- The proceeds from initial public offerings slumped 61% worldwide to $21.5 billion during the first quarter, pushed down by rising interest rates, volatile equity markets, persistent inflation and turbulence in global banking, EY said.
- “Amidst persistent macroeconomic and geopolitical uncertainty, exacerbated by stress in the global banking system, IPO windows are fleeting and funding conditions are getting tougher, with investors prioritizing value over growth,” EY Global IPO Leader Paul Go said in a statement.
- The number of IPOs in the Americas rose to 40 during the first quarter, an 11% gain from the first quarter of 2022, with proceeds increasing 9% to $2.6 billion, EY said after totaling reported IPOs from Jan. 1 until March 21, 2023, and expected transactions through March 31.
IPOs may fall following a pullback in credit caused by the March 10 collapse of Silicon Valley Bank and broad turmoil across the banking system, according to Mark Schwartz, the IPO and SPAC capital markets advisory leader at EY.
“IPO activity has already been constrained for the last five or so quarters and a credit squeeze generally won’t help that,” Schwartz said Friday in an email response to questions.
“IPO aspirants that rely on the debt markets for capex or to fund operations could see a reduction in the availability of credit and an increase in funding costs, making it harder for them to achieve their performance goals,” he said.
Investors facing high inflation and market instability have shifted their focus from companies with high potential growth to those that show profitability and stable cash flows, EY said.

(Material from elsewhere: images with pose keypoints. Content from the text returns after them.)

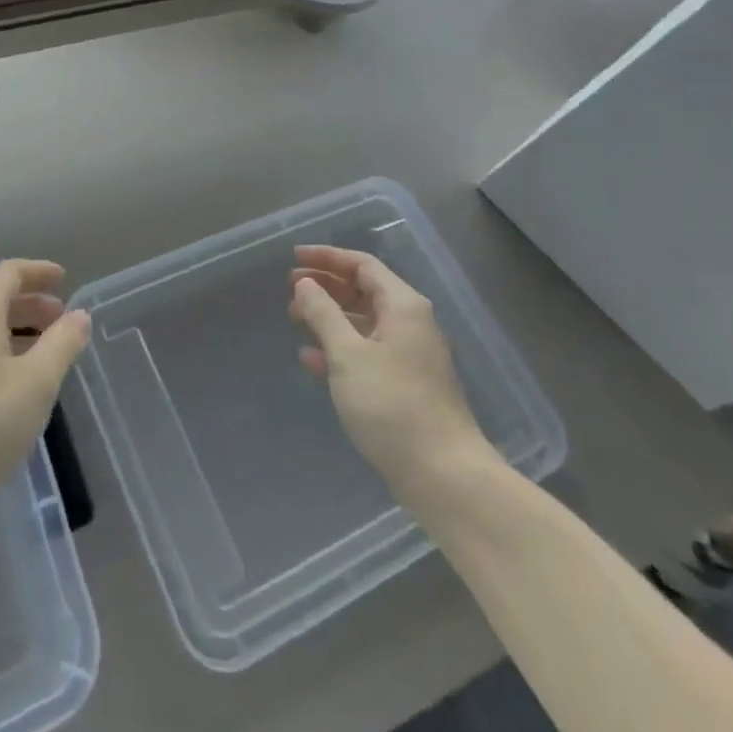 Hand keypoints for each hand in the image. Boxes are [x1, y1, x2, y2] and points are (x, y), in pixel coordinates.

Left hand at [0, 259, 89, 538]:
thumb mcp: (34, 385)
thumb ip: (61, 345)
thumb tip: (78, 315)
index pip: (9, 272)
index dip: (38, 272)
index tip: (63, 279)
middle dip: (28, 306)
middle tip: (59, 322)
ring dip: (10, 334)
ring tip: (38, 358)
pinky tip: (2, 391)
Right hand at [290, 244, 496, 497]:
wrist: (442, 474)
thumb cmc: (391, 404)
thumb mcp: (348, 354)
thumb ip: (323, 314)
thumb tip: (305, 284)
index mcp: (403, 305)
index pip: (362, 265)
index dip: (327, 257)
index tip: (294, 258)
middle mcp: (410, 323)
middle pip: (364, 290)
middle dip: (326, 286)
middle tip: (290, 289)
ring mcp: (409, 355)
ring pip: (363, 322)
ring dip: (329, 317)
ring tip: (295, 320)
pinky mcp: (404, 384)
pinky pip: (367, 351)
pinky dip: (339, 348)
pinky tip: (311, 360)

“Despite the unforgiving economic and geopolitical backdrop, there is light on the horizon, with peaking inflation, energy prices softening and the rebound of mainland China’s economy,” EY said. “The backlog for IPOs are continuing to build as companies are holding out for the stock markets to stabilize and rebound before listing.”
EY tracks several factors to determine whether a turnaround in the IPO market is likely, including inflation, the Federal Reserve’s stance on interest rates and equity valuations, especially for growth stocks, Schwartz said. It also monitors market volatility, geopolitical turbulence, commodity prices, trends in earnings estimates and discussions over the U.S. debt ceiling.
“As we see improvement, or at least stability, in some of these areas, issuers will be more willing to return to the IPO market and investors will be more receptive to looking at new buying opportunities and not just managing existing positions,” he said.
The number of IPOs in the U.S. involving special purpose acquisition companies plummeted to nine during the first quarter, with proceeds sinking to $1 billion, EY said. In 2021, 613 SPAC IPOs in the U.S. raised $162 billion.
“High liquidation and poor post-listing performance of de-SPACs dampened investors’ appetite for new IPOs,” EY said. “As market conditions remain challenging and many promoters of SPACs listed in early 2021 need to complete or unwind their transactions, SPAC IPO activity is likely to be muted in the near term.”